[Stored items]
________________________________________

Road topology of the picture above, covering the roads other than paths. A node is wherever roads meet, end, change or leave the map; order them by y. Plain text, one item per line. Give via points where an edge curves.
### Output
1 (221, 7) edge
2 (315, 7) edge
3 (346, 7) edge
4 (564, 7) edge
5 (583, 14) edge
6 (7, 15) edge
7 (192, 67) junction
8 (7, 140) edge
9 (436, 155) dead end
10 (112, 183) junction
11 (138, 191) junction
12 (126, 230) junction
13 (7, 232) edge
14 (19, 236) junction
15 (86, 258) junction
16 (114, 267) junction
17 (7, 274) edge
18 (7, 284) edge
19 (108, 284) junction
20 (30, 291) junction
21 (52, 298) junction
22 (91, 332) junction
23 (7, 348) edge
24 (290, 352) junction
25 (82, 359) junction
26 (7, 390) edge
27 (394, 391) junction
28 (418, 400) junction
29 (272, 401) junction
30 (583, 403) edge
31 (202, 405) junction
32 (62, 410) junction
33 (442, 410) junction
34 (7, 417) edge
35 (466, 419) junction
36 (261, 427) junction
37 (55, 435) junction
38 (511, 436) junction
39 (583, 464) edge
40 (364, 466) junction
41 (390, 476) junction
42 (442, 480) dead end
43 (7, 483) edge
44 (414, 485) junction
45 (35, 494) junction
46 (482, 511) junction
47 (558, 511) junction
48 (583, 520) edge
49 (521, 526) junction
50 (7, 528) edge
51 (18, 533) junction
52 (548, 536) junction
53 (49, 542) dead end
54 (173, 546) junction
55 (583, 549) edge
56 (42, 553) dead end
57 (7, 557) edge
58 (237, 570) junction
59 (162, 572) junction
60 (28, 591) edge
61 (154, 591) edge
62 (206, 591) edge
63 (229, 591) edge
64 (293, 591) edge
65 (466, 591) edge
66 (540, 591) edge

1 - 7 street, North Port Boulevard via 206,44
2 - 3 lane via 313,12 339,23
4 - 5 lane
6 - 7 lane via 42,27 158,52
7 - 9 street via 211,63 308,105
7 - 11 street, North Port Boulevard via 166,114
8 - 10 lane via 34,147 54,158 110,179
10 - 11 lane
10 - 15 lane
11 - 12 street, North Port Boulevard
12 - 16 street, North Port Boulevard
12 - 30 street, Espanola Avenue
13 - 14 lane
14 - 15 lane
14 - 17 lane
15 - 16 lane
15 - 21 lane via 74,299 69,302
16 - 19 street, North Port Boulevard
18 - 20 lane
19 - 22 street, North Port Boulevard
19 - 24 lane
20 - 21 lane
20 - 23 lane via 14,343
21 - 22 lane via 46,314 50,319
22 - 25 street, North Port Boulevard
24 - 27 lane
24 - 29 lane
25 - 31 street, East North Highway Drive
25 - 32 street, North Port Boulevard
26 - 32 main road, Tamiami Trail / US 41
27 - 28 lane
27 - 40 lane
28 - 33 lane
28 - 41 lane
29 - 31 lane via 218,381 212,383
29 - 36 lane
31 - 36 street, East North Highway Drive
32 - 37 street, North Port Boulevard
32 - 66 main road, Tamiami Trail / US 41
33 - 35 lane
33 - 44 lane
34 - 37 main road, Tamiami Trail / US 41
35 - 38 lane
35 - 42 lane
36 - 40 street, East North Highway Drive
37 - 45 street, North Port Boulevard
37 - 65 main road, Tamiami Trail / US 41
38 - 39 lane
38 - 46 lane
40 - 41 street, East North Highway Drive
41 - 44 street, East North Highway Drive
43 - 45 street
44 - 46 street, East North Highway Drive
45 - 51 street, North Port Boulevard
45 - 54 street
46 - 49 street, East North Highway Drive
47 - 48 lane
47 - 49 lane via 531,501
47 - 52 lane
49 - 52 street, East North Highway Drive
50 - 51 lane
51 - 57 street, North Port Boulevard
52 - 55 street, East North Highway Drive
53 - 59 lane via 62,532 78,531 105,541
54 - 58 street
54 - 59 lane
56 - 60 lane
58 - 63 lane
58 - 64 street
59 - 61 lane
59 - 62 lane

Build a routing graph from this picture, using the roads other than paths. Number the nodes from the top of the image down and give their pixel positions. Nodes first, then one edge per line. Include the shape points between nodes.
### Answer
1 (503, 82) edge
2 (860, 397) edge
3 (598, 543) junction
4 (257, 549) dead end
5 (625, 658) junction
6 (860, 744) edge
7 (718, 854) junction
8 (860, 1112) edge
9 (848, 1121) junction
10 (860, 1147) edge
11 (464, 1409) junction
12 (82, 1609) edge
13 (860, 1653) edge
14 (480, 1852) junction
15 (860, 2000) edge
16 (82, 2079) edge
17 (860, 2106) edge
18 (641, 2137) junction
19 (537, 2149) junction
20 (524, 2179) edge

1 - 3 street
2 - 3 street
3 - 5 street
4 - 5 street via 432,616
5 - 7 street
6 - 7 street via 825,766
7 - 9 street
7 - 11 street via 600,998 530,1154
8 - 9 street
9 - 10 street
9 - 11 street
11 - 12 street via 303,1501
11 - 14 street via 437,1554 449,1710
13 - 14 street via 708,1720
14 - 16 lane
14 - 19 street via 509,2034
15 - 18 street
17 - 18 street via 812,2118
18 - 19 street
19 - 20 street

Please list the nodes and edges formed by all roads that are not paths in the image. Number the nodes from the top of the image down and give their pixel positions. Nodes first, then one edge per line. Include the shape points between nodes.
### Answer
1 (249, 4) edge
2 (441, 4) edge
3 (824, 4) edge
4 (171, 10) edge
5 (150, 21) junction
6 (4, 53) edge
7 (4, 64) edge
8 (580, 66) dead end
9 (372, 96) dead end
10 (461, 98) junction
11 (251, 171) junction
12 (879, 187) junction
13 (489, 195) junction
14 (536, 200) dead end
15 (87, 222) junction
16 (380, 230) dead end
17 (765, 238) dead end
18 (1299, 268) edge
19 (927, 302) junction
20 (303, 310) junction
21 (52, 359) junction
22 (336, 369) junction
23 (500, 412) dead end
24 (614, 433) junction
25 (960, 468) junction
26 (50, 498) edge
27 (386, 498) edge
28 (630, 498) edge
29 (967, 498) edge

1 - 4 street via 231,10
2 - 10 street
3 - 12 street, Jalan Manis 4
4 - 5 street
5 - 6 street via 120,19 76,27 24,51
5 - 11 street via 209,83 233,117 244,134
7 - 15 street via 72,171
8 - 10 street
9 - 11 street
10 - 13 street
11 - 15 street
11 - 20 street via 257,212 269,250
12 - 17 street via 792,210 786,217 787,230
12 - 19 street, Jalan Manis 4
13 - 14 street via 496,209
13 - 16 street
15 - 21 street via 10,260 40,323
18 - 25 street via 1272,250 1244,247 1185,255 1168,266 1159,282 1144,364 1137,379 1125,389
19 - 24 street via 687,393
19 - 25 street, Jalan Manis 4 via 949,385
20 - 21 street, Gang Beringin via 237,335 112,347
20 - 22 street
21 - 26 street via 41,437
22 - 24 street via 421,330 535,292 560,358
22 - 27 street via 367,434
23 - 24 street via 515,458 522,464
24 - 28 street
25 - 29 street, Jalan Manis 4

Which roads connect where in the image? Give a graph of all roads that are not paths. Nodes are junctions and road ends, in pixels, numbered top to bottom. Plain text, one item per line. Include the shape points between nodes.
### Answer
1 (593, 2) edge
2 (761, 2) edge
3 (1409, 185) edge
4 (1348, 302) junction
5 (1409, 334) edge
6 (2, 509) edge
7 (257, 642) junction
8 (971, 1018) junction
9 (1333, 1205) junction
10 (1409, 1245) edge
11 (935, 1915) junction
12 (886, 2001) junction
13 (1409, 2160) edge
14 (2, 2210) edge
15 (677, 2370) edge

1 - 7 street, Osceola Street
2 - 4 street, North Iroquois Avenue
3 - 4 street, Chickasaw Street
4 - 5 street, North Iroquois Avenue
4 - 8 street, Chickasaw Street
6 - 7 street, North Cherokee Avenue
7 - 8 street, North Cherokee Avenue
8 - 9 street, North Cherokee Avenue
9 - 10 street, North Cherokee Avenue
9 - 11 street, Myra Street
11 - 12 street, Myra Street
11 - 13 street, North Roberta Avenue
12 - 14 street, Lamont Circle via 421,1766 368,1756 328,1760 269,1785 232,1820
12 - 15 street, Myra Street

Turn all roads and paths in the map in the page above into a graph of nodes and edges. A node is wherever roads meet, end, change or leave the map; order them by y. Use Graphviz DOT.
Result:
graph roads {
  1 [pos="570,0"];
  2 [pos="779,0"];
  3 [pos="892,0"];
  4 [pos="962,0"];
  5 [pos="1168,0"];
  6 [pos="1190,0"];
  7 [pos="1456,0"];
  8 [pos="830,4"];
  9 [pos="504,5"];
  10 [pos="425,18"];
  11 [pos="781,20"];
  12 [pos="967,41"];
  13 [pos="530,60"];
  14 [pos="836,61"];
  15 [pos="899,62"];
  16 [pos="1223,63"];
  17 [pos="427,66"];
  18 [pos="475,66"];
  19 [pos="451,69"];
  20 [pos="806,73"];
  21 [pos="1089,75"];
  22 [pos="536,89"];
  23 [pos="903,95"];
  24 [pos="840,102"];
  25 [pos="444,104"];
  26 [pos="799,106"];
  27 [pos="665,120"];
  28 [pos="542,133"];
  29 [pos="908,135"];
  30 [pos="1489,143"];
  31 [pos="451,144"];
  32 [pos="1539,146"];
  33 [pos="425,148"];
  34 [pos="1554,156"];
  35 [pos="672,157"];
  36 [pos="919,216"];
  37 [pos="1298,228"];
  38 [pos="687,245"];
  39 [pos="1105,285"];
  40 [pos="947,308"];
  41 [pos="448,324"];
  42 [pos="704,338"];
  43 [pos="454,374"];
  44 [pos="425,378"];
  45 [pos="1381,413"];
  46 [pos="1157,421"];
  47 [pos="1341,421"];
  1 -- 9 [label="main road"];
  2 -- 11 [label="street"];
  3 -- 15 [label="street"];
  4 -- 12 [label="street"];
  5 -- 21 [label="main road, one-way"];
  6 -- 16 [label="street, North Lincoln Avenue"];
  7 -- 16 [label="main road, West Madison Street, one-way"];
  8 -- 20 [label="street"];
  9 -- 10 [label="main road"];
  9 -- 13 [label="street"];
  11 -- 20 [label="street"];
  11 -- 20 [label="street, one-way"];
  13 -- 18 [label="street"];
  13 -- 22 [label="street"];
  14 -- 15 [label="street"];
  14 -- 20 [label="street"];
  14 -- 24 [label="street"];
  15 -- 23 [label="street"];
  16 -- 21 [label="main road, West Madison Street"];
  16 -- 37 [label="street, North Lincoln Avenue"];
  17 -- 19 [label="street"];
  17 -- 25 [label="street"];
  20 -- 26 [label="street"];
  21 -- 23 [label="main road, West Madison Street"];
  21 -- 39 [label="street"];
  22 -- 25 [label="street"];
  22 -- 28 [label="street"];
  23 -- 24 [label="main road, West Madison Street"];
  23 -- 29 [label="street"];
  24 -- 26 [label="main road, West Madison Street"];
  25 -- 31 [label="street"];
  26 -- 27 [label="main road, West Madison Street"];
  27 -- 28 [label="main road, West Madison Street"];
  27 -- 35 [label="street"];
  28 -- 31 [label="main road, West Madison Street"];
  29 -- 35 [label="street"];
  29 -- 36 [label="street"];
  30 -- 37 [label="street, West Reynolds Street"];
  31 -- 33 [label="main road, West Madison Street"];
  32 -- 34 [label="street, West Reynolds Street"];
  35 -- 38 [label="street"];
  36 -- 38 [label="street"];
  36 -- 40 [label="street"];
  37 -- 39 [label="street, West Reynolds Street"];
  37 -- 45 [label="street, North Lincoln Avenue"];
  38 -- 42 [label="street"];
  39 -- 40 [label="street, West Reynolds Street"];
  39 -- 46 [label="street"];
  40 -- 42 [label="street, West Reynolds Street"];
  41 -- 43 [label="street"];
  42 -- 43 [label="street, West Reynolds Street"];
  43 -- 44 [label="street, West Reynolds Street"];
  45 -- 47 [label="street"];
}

________________________________________

* [Problem to solve]: Counting only lines of the data above that hold "Jalan", report the total and nothing else.

* [Your response]: 4